If you’re employed, your employer should have automatically enrolled you into a company pension scheme, into which both they and you must contribute. Under current rules, anyone aged 22 or over earning a minimum of £10,000 from a single job is eligible for auto-enrolment. You can choose to opt out if you want to, but it’s not usually recommended unless there are exceptional circumstances, for example, you need to pay back expensive debts first.
If you’ve been auto-enrolled into your employer’s workplace pension scheme, under current minimum contribution limits, you’ll be paying in 5% of your salary before tax (of which 1% is tax relief), whilst your employer will pay in 3%, bringing the total contribution to 8%. Your payslip should show any pension contributions that are deducted each month and if you’re not sure whether you’ve been auto-enrolled, check with your employer.

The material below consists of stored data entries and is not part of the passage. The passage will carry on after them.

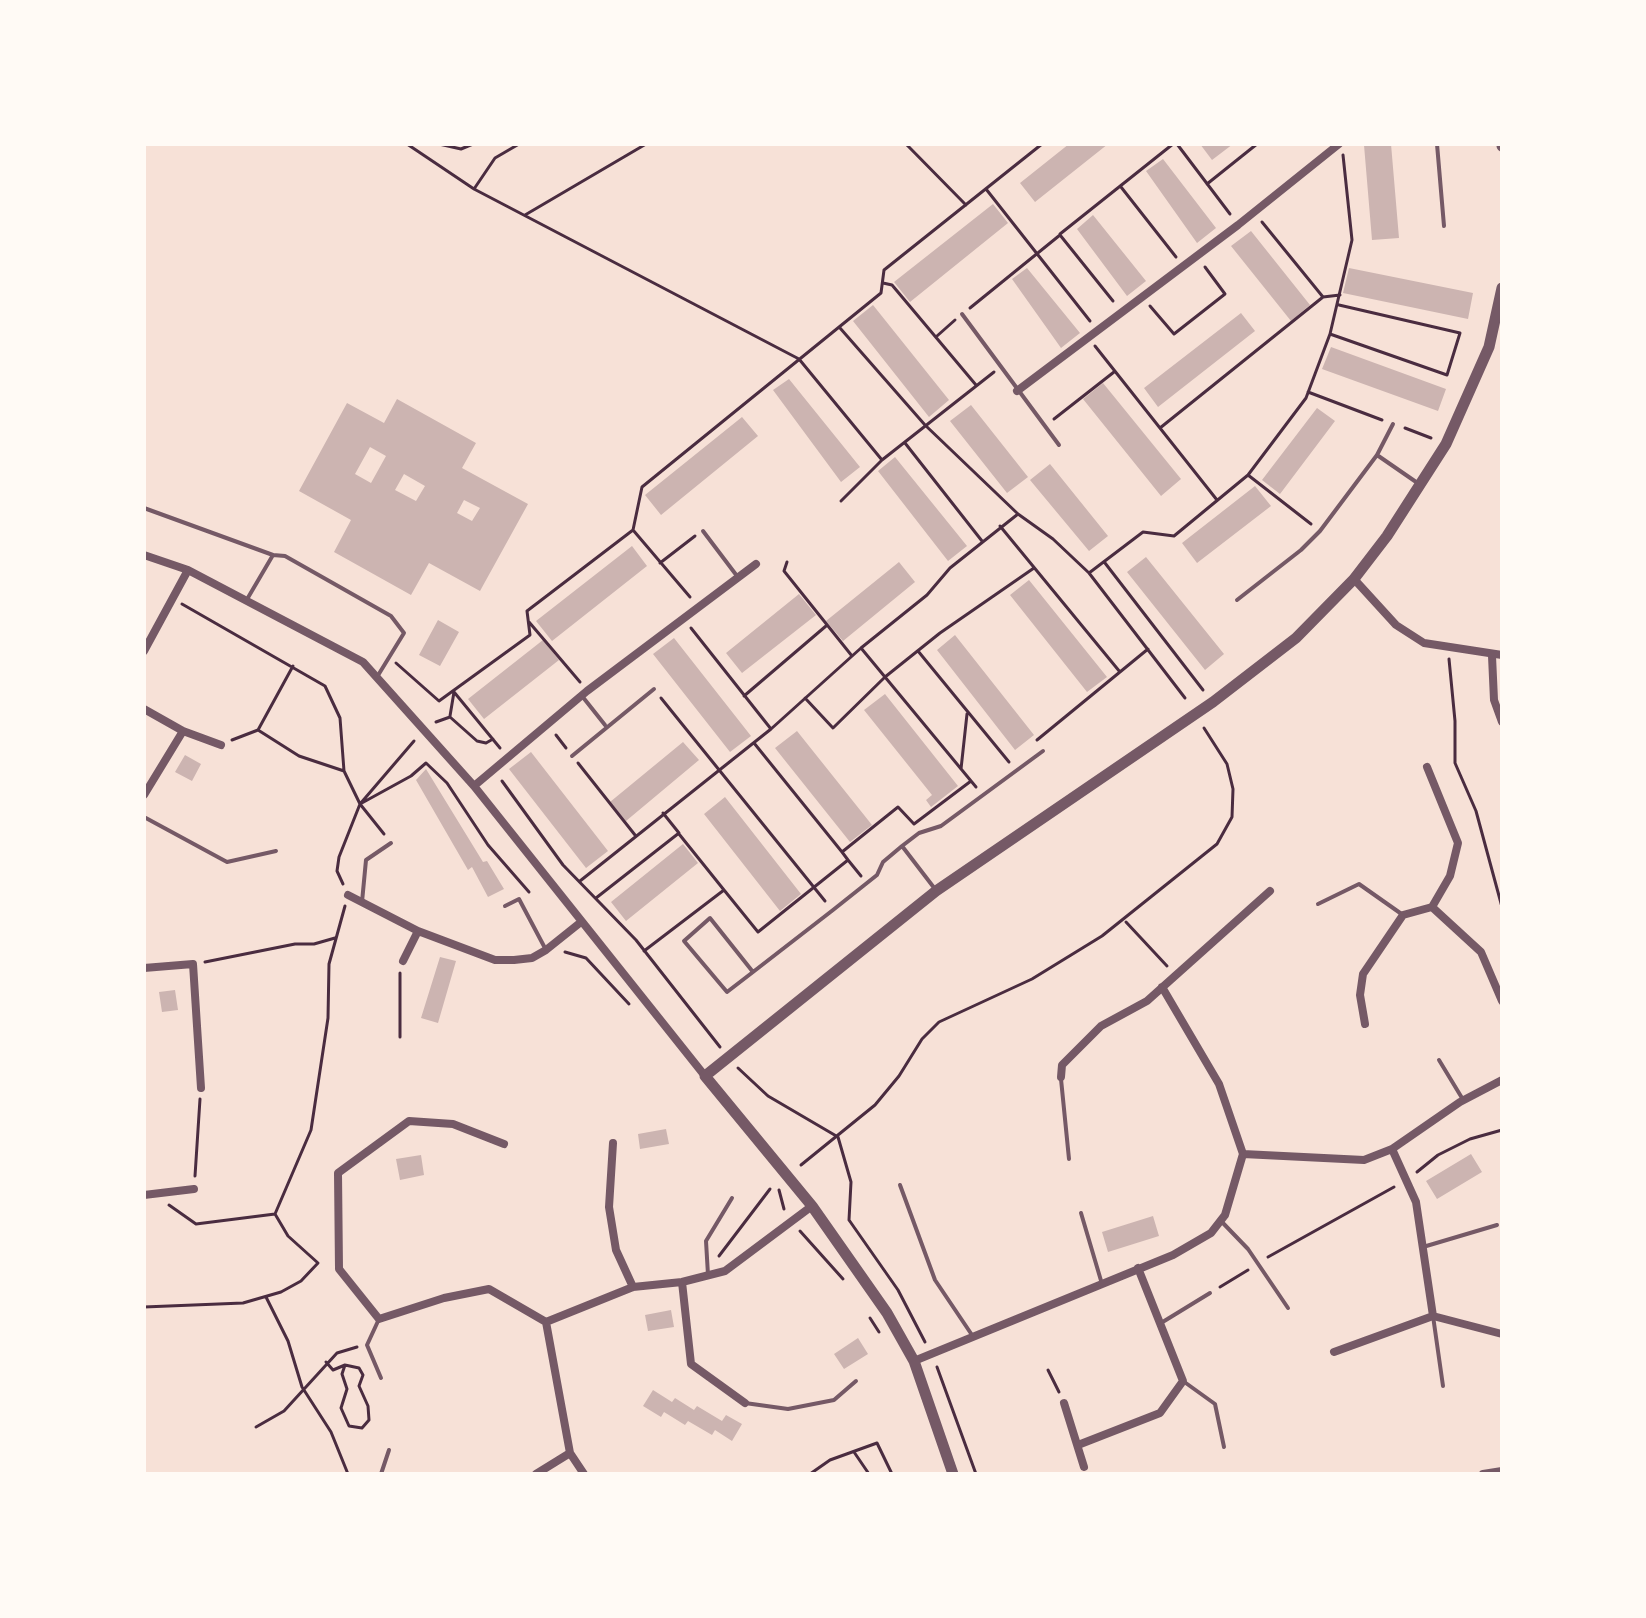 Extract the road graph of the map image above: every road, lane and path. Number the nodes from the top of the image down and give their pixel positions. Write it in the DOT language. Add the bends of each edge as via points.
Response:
graph roads {
  1 [pos="407,144"];
  2 [pos="439,144"];
  3 [pos="473,144"];
  4 [pos="519,144"];
  5 [pos="646,144"];
  6 [pos="906,144"];
  7 [pos="1042,144"];
  8 [pos="1175,144"];
  9 [pos="1257,144"];
  10 [pos="1339,144"];
  11 [pos="1437,144"];
  12 [pos="1207,184"];
  13 [pos="1120,186"];
  14 [pos="474,189"];
  15 [pos="986,189"];
  16 [pos="966,205"];
  17 [pos="1255,213"];
  18 [pos="524,215"];
  19 [pos="1238,225"];
  20 [pos="1444,226"];
  21 [pos="1060,235"];
  22 [pos="1037,254"];
  23 [pos="1197,255"];
  24 [pos="1183,266"];
  25 [pos="883,283"];
  26 [pos="1502,288"];
  27 [pos="1340,295"];
  28 [pos="1142,297"];
  29 [pos="1323,297"];
  30 [pos="1338,305"];
  31 [pos="1122,312"];
  32 [pos="962,314"];
  33 [pos="840,328"];
  34 [pos="1097,331"];
  35 [pos="1330,334"];
  36 [pos="937,336"];
  37 [pos="1088,337"];
  38 [pos="799,359"];
  39 [pos="999,368"];
  40 [pos="1115,371"];
  41 [pos="976,385"];
  42 [pos="1017,391"];
  43 [pos="1308,392"];
  44 [pos="1393,424"];
  45 [pos="925,425"];
  46 [pos="1044,426"];
  47 [pos="1160,428"];
  48 [pos="905,443"];
  49 [pos="1446,444"];
  50 [pos="1059,445"];
  51 [pos="1377,455"];
  52 [pos="882,460"];
  53 [pos="1248,475"];
  54 [pos="1421,485"];
  55 [pos="1217,500"];
  56 [pos="841,501"];
  57 [pos="144,508"];
  58 [pos="1018,514"];
  59 [pos="1000,526"];
  60 [pos="633,530"];
  61 [pos="703,531"];
  62 [pos="1320,531"];
  63 [pos="982,541"];
  64 [pos="144,555"];
  65 [pos="273,555"];
  66 [pos="787,562"];
  67 [pos="1104,562"];
  68 [pos="660,563"];
  69 [pos="756,564"];
  70 [pos="1034,568"];
  71 [pos="188,570"];
  72 [pos="1089,573"];
  73 [pos="737,576"];
  74 [pos="1354,579"];
  75 [pos="172,599"];
  76 [pos="1237,600"];
  77 [pos="246,601"];
  78 [pos="699,608"];
  79 [pos="683,619"];
  80 [pos="529,622"];
  81 [pos="827,625"];
  82 [pos="861,648"];
  83 [pos="1148,649"];
  84 [pos="1449,649"];
  85 [pos="144,651"];
  86 [pos="918,651"];
  87 [pos="1497,655"];
  88 [pos="852,656"];
  89 [pos="389,657"];
  90 [pos="293,666"];
  91 [pos="1120,672"];
  92 [pos="377,677"];
  93 [pos="885,677"];
  94 [pos="654,689"];
  95 [pos="454,692"];
  96 [pos="584,694"];
  97 [pos="744,696"];
  98 [pos="805,698"];
  99 [pos="1185,698"];
  100 [pos="1213,702"];
  101 [pos="144,709"];
  102 [pos="967,710"];
  103 [pos="450,717"];
  104 [pos="436,722"];
  105 [pos="1502,722"];
  106 [pos="547,724"];
  107 [pos="606,726"];
  108 [pos="1204,728"];
  109 [pos="771,729"];
  110 [pos="258,730"];
  111 [pos="183,731"];
  112 [pos="416,738"];
  113 [pos="493,739"];
  114 [pos="754,742"];
  115 [pos="221,745"];
  116 [pos="1043,751"];
  117 [pos="572,756"];
  118 [pos="507,757"];
  119 [pos="1427,767"];
  120 [pos="493,768"];
  121 [pos="718,768"];
  122 [pos="961,769"];
  123 [pos="344,771"];
  124 [pos="1016,771"];
  125 [pos="971,781"];
  126 [pos="474,786"];
  127 [pos="144,795"];
  128 [pos="982,796"];
  129 [pos="360,804"];
  130 [pos="663,813"];
  131 [pos="144,817"];
  132 [pos="675,828"];
  133 [pos="635,835"];
  134 [pos="391,843"];
  135 [pos="902,846"];
  136 [pos="276,851"];
  137 [pos="842,852"];
  138 [pos="848,860"];
  139 [pos="580,881"];
  140 [pos="866,883"];
  141 [pos="814,886"];
  142 [pos="724,890"];
  143 [pos="936,891"];
  144 [pos="1270,891"];
  145 [pos="348,895"];
  146 [pos="532,898"];
  147 [pos="596,898"];
  148 [pos="362,902"];
  149 [pos="1318,904"];
  150 [pos="505,906"];
  151 [pos="1432,907"];
  152 [pos="1502,907"];
  153 [pos="833,910"];
  154 [pos="1403,915"];
  155 [pos="1124,921"];
  156 [pos="581,922"];
  157 [pos="418,931"];
  158 [pos="336,937"];
  159 [pos="555,944"];
  160 [pos="546,950"];
  161 [pos="644,951"];
  162 [pos="403,961"];
  163 [pos="193,964"];
  164 [pos="144,968"];
  165 [pos="753,972"];
  166 [pos="1176,974"];
  167 [pos="1162,987"];
  168 [pos="1502,1001"];
  169 [pos="629,1004"];
  170 [pos="1365,1024"];
  171 [pos="400,1037"];
  172 [pos="729,1057"];
  173 [pos="1439,1060"];
  174 [pos="705,1076"];
  175 [pos="1061,1077"];
  176 [pos="1502,1080"];
  177 [pos="201,1088"];
  178 [pos="1463,1100"];
  179 [pos="1502,1130"];
  180 [pos="838,1137"];
  181 [pos="613,1143"];
  182 [pos="504,1144"];
  183 [pos="1392,1149"];
  184 [pos="1243,1154"];
  185 [pos="1069,1159"];
  186 [pos="801,1165"];
  187 [pos="770,1178"];
  188 [pos="1406,1180"];
  189 [pos="900,1185"];
  190 [pos="194,1189"];
  191 [pos="770,1189"];
  192 [pos="148,1194"];
  193 [pos="732,1198"];
  194 [pos="812,1206"];
  195 [pos="1081,1213"];
  196 [pos="275,1214"];
  197 [pos="1221,1221"];
  198 [pos="791,1223"];
  199 [pos="1497,1225"];
  200 [pos="1423,1247"];
  201 [pos="1258,1264"];
  202 [pos="1138,1268"];
  203 [pos="712,1274"];
  204 [pos="845,1281"];
  205 [pos="682,1282"];
  206 [pos="1102,1284"];
  207 [pos="633,1287"];
  208 [pos="1210,1293"];
  209 [pos="266,1296"];
  210 [pos="144,1307"];
  211 [pos="1288,1308"];
  212 [pos="868,1313"];
  213 [pos="1433,1316"];
  214 [pos="379,1319"];
  215 [pos="546,1322"];
  216 [pos="1161,1323"];
  217 [pos="1502,1334"];
  218 [pos="882,1337"];
  219 [pos="974,1337"];
  220 [pos="367,1345"];
  221 [pos="1334,1352"];
  222 [pos="932,1354"];
  223 [pos="914,1361"];
  224 [pos="326,1362"];
  225 [pos="345,1365"];
  226 [pos="1048,1370"];
  227 [pos="381,1378"];
  228 [pos="856,1381"];
  229 [pos="1183,1381"];
  230 [pos="1443,1386"];
  231 [pos="302,1387"];
  232 [pos="745,1403"];
  233 [pos="1064,1403"];
  234 [pos="256,1427"];
  235 [pos="1078,1445"];
  236 [pos="1224,1447"];
  237 [pos="389,1450"];
  238 [pos="854,1452"];
  239 [pos="570,1453"];
  240 [pos="1084,1467"];
  241 [pos="1502,1471"];
  242 [pos="348,1474"];
  243 [pos="381,1474"];
  244 [pos="536,1474"];
  245 [pos="584,1474"];
  246 [pos="810,1474"];
  247 [pos="869,1474"];
  248 [pos="892,1474"];
  249 [pos="953,1474"];
  250 [pos="976,1474"];
  251 [pos="1483,1474"];
  1 -- 14 [label="path"];
  2 -- 3 [label="path" via="461,149"];
  4 -- 14 [label="path" via="495,158"];
  5 -- 18 [label="path"];
  6 -- 16 [label="path"];
  7 -- 15 [label="path"];
  8 -- 12 [label="path"];
  8 -- 13 [label="path"];
  9 -- 12 [label="path"];
  10 -- 17 [label="street"];
  10 -- 27 [label="path" via="1346,160 1352,240"];
  11 -- 20 [label="lane"];
  12 -- 19 [label="path"];
  13 -- 21 [label="path"];
  13 -- 24 [label="path"];
  14 -- 18 [label="path"];
  15 -- 16 [label="path"];
  15 -- 22 [label="path"];
  16 -- 25 [label="path" via="884,270"];
  17 -- 19 [label="street"];
  17 -- 29 [label="path"];
  18 -- 38 [label="path"];
  19 -- 23 [label="street"];
  21 -- 22 [label="path"];
  21 -- 31 [label="path"];
  22 -- 32 [label="path"];
  22 -- 34 [label="path"];
  23 -- 24 [label="street"];
  23 -- 28 [label="path" via="1225,294 1174,334"];
  24 -- 28 [label="street"];
  25 -- 33 [label="path" via="881,293"];
  25 -- 36 [label="path" via="892,285"];
  26 -- 49 [label="street" via="1489,347"];
  27 -- 29 [label="path"];
  27 -- 30 [label="path"];
  28 -- 31 [label="street"];
  29 -- 47 [label="path"];
  30 -- 35 [label="path"];
  30 -- 35 [label="path" via="1460,333 1447,375"];
  31 -- 34 [label="street"];
  32 -- 36 [label="path"];
  32 -- 39 [label="lane"];
  33 -- 38 [label="path"];
  33 -- 45 [label="path"];
  34 -- 37 [label="street"];
  35 -- 43 [label="path"];
  36 -- 41 [label="path"];
  37 -- 40 [label="path"];
  37 -- 42 [label="street"];
  38 -- 52 [label="path"];
  38 -- 60 [label="path" via="642,487"];
  39 -- 41 [label="path"];
  39 -- 42 [label="lane"];
  40 -- 46 [label="path"];
  40 -- 47 [label="path"];
  41 -- 45 [label="path"];
  42 -- 46 [label="lane"];
  43 -- 44 [label="path"];
  43 -- 53 [label="path"];
  44 -- 49 [label="path"];
  44 -- 51 [label="lane"];
  45 -- 48 [label="path"];
  45 -- 58 [label="path"];
  46 -- 50 [label="lane"];
  47 -- 55 [label="path"];
  48 -- 52 [label="path"];
  48 -- 63 [label="path"];
  49 -- 54 [label="street"];
  51 -- 54 [label="lane"];
  51 -- 62 [label="lane"];
  52 -- 56 [label="path"];
  53 -- 55 [label="path"];
  53 -- 62 [label="path"];
  54 -- 74 [label="street"];
  55 -- 67 [label="path" via="1174,536 1143,532"];
  57 -- 65 [label="lane"];
  58 -- 59 [label="path"];
  58 -- 72 [label="path"];
  59 -- 63 [label="path"];
  59 -- 70 [label="path"];
  60 -- 68 [label="path"];
  60 -- 80 [label="path" via="527,611"];
  61 -- 68 [label="path"];
  61 -- 73 [label="lane"];
  62 -- 76 [label="lane"];
  63 -- 82 [label="path" via="927,595"];
  64 -- 71 [label="street"];
  65 -- 77 [label="lane"];
  65 -- 89 [label="lane" via="285,556 391,616 404,633"];
  66 -- 81 [label="path" via="784,571"];
  67 -- 72 [label="path"];
  67 -- 100 [label="path"];
  68 -- 78 [label="path"];
  69 -- 73 [label="street"];
  70 -- 86 [label="path"];
  70 -- 91 [label="path"];
  71 -- 75 [label="street"];
  71 -- 77 [label="street"];
  72 -- 83 [label="path"];
  73 -- 78 [label="street"];
  74 -- 84 [label="street" via="1396,625 1424,643"];
  74 -- 100 [label="street" via="1296,638"];
  75 -- 85 [label="street"];
  75 -- 90 [label="path"];
  77 -- 92 [label="street" via="363,662"];
  78 -- 79 [label="street"];
  79 -- 96 [label="street"];
  79 -- 97 [label="path"];
  80 -- 95 [label="path" via="530,635"];
  80 -- 96 [label="path"];
  81 -- 88 [label="path"];
  81 -- 97 [label="path"];
  82 -- 88 [label="path"];
  82 -- 93 [label="path"];
  83 -- 91 [label="path"];
  83 -- 99 [label="path"];
  84 -- 87 [label="street"];
  84 -- 152 [label="path" via="1455,763 1476,811"];
  86 -- 93 [label="path"];
  86 -- 102 [label="path"];
  87 -- 105 [label="street" via="1494,700"];
  88 -- 98 [label="path"];
  89 -- 92 [label="lane"];
  89 -- 95 [label="path" via="439,701"];
  90 -- 110 [label="path"];
  90 -- 123 [label="path" via="331,694 340,718"];
  91 -- 116 [label="path" via="1037,740"];
  92 -- 126 [label="street"];
  93 -- 98 [label="path" via="833,728"];
  93 -- 122 [label="path"];
  94 -- 107 [label="lane"];
  94 -- 121 [label="path"];
  95 -- 103 [label="path"];
  95 -- 113 [label="path"];
  96 -- 106 [label="street"];
  96 -- 107 [label="lane"];
  97 -- 109 [label="path"];
  98 -- 109 [label="path"];
  100 -- 143 [label="street"];
  101 -- 111 [label="street"];
  102 -- 122 [label="path"];
  102 -- 124 [label="path"];
  103 -- 104 [label="path"];
  103 -- 113 [label="path" via="477,741"];
  106 -- 117 [label="path"];
  106 -- 118 [label="street"];
  107 -- 117 [label="lane"];
  108 -- 155 [label="path" via="1227,764 1232,817 1217,844"];
  109 -- 114 [label="path"];
  110 -- 115 [label="path"];
  110 -- 123 [label="path" via="299,756"];
  111 -- 115 [label="street"];
  111 -- 127 [label="street"];
  112 -- 129 [label="path"];
  113 -- 118 [label="path"];
  114 -- 121 [label="path"];
  114 -- 137 [label="path"];
  116 -- 124 [label="lane"];
  117 -- 133 [label="path"];
  118 -- 120 [label="street"];
  119 -- 151 [label="street" via="1458,843 1450,876"];
  120 -- 126 [label="street"];
  120 -- 139 [label="path"];
  121 -- 130 [label="path"];
  121 -- 141 [label="path"];
  122 -- 125 [label="path"];
  123 -- 129 [label="path"];
  124 -- 128 [label="lane"];
  125 -- 128 [label="path"];
  125 -- 137 [label="path" via="914,824 898,807"];
  126 -- 156 [label="street"];
  128 -- 135 [label="lane"];
  129 -- 134 [label="path"];
  129 -- 145 [label="path" via="337,871"];
  129 -- 146 [label="path" via="426,763 447,783"];
  130 -- 132 [label="path"];
  130 -- 133 [label="path"];
  131 -- 136 [label="lane" via="227,862"];
  132 -- 142 [label="path"];
  132 -- 147 [label="path" via="679,833"];
  133 -- 139 [label="path"];
  134 -- 148 [label="lane" via="366,860"];
  135 -- 140 [label="lane"];
  135 -- 143 [label="lane"];
  137 -- 138 [label="path"];
  138 -- 140 [label="path"];
  138 -- 141 [label="path"];
  139 -- 147 [label="path"];
  140 -- 153 [label="lane"];
  141 -- 142 [label="path" via="758,932"];
  141 -- 153 [label="path"];
  142 -- 161 [label="path"];
  143 -- 172 [label="street"];
  144 -- 166 [label="street"];
  145 -- 148 [label="street"];
  145 -- 158 [label="path"];
  147 -- 161 [label="path"];
  148 -- 157 [label="street"];
  149 -- 154 [label="lane" via="1359,884"];
  150 -- 160 [label="lane" via="519,899"];
  151 -- 154 [label="street"];
  151 -- 168 [label="street" via="1481,952"];
  153 -- 165 [label="lane"];
  154 -- 170 [label="street" via="1363,974"];
  155 -- 166 [label="path"];
  155 -- 180 [label="path" via="1032,979 939,1022 875,1105"];
  156 -- 159 [label="street"];
  156 -- 174 [label="street"];
  157 -- 160 [label="street" via="495,960 532,958"];
  157 -- 162 [label="street"];
  158 -- 163 [label="path"];
  158 -- 196 [label="path" via="311,1130"];
  159 -- 160 [label="street"];
  159 -- 169 [label="path" via="586,958"];
  161 -- 172 [label="path"];
  162 -- 171 [label="path" via="398,981"];
  163 -- 164 [label="street"];
  163 -- 177 [label="street"];
  165 -- 165 [label="lane" via="727,992 684,941 710,918"];
  166 -- 167 [label="street"];
  167 -- 175 [label="street" via="1101,1026 1062,1065"];
  167 -- 184 [label="street" via="1219,1084"];
  172 -- 174 [label="street"];
  172 -- 180 [label="path" via="768,1096"];
  173 -- 178 [label="lane"];
  174 -- 194 [label="street"];
  175 -- 185 [label="lane"];
  176 -- 178 [label="street"];
  177 -- 190 [label="path"];
  178 -- 183 [label="street"];
  179 -- 188 [label="path" via="1438,1155"];
  180 -- 186 [label="path"];
  180 -- 222 [label="path" via="851,1182 849,1220 898,1290"];
  181 -- 207 [label="street" via="609,1207 616,1250"];
  182 -- 214 [label="street" via="453,1124 409,1121 338,1173 339,1269"];
  183 -- 184 [label="street" via="1364,1160"];
  183 -- 188 [label="street"];
  184 -- 197 [label="street"];
  187 -- 198 [label="path"];
  188 -- 200 [label="street" via="1416,1202"];
  188 -- 201 [label="path"];
  189 -- 219 [label="lane" via="935,1280"];
  190 -- 192 [label="street"];
  191 -- 203 [label="path" via="718,1258"];
  192 -- 196 [label="path" via="196,1224"];
  193 -- 203 [label="lane" via="706,1241"];
  194 -- 198 [label="street"];
  194 -- 223 [label="street"];
  195 -- 206 [label="lane"];
  196 -- 209 [label="path" via="288,1236 318,1263 301,1281"];
  197 -- 201 [label="lane"];
  197 -- 202 [label="street" via="1211,1233 1173,1255"];
  198 -- 203 [label="street" via="752,1254"];
  198 -- 204 [label="path"];
  199 -- 200 [label="lane"];
  200 -- 213 [label="street"];
  201 -- 208 [label="path"];
  201 -- 211 [label="lane"];
  202 -- 206 [label="street"];
  202 -- 216 [label="street"];
  203 -- 205 [label="street"];
  205 -- 207 [label="street"];
  205 -- 232 [label="street" via="691,1364"];
  206 -- 219 [label="street"];
  207 -- 215 [label="street"];
  208 -- 216 [label="lane"];
  209 -- 210 [label="path" via="243,1303"];
  209 -- 231 [label="path"];
  212 -- 218 [label="path"];
  213 -- 217 [label="street"];
  213 -- 221 [label="street"];
  213 -- 230 [label="lane"];
  214 -- 215 [label="street" via="489,1289"];
  214 -- 220 [label="lane"];
  215 -- 239 [label="street"];
  216 -- 229 [label="street"];
  219 -- 222 [label="street"];
  220 -- 224 [label="path" via="337,1353"];
  220 -- 227 [label="lane"];
  222 -- 223 [label="street"];
  222 -- 250 [label="path"];
  223 -- 249 [label="street"];
  224 -- 225 [label="path" via="333,1370"];
  224 -- 231 [label="path"];
  225 -- 225 [label="path" via="359,1368 363,1375 359,1386 369,1420 362,1428 349,1426 341,1408 347,1389"];
  226 -- 233 [label="path"];
  228 -- 232 [label="lane" via="834,1400 788,1409"];
  229 -- 235 [label="street" via="1160,1413"];
  229 -- 236 [label="lane" via="1215,1404"];
  231 -- 234 [label="path" via="284,1411"];
  231 -- 242 [label="path" via="331,1432"];
  233 -- 235 [label="street"];
  235 -- 240 [label="street"];
  237 -- 243 [label="lane"];
  238 -- 246 [label="path"];
  238 -- 247 [label="path"];
  238 -- 248 [label="path" via="877,1443"];
  239 -- 244 [label="street"];
  239 -- 245 [label="street"];
  241 -- 251 [label="street"];
}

Some employers will pay in more than the minimum contribution, and you can pay in extra if you want to. You are also able to make additional one off voluntary contributions into a workplace pension at any time and still receive any tax relief eligible to you – simply call your pension provider and speak to them about the options available to you. Find out more about auto-enrolment in our guide How does pension auto-enrolment work?
If you earn less than £10,000 a year, perhaps because you work part-time, you can still ask your employer if you can join the company scheme and they can’t refuse. However, bear in mind that if you earn less than £520 a month, or £120 a week, your employer doesn’t have to contribute to your pension. Find out more in our article Can I join my workplace pension scheme if I’m on a low salary?
Even if your employer contributes into a workplace pension on your behalf, you are still able to take out a private pension on your own to supplement your pension – providing you stay within your annual contribution allowances.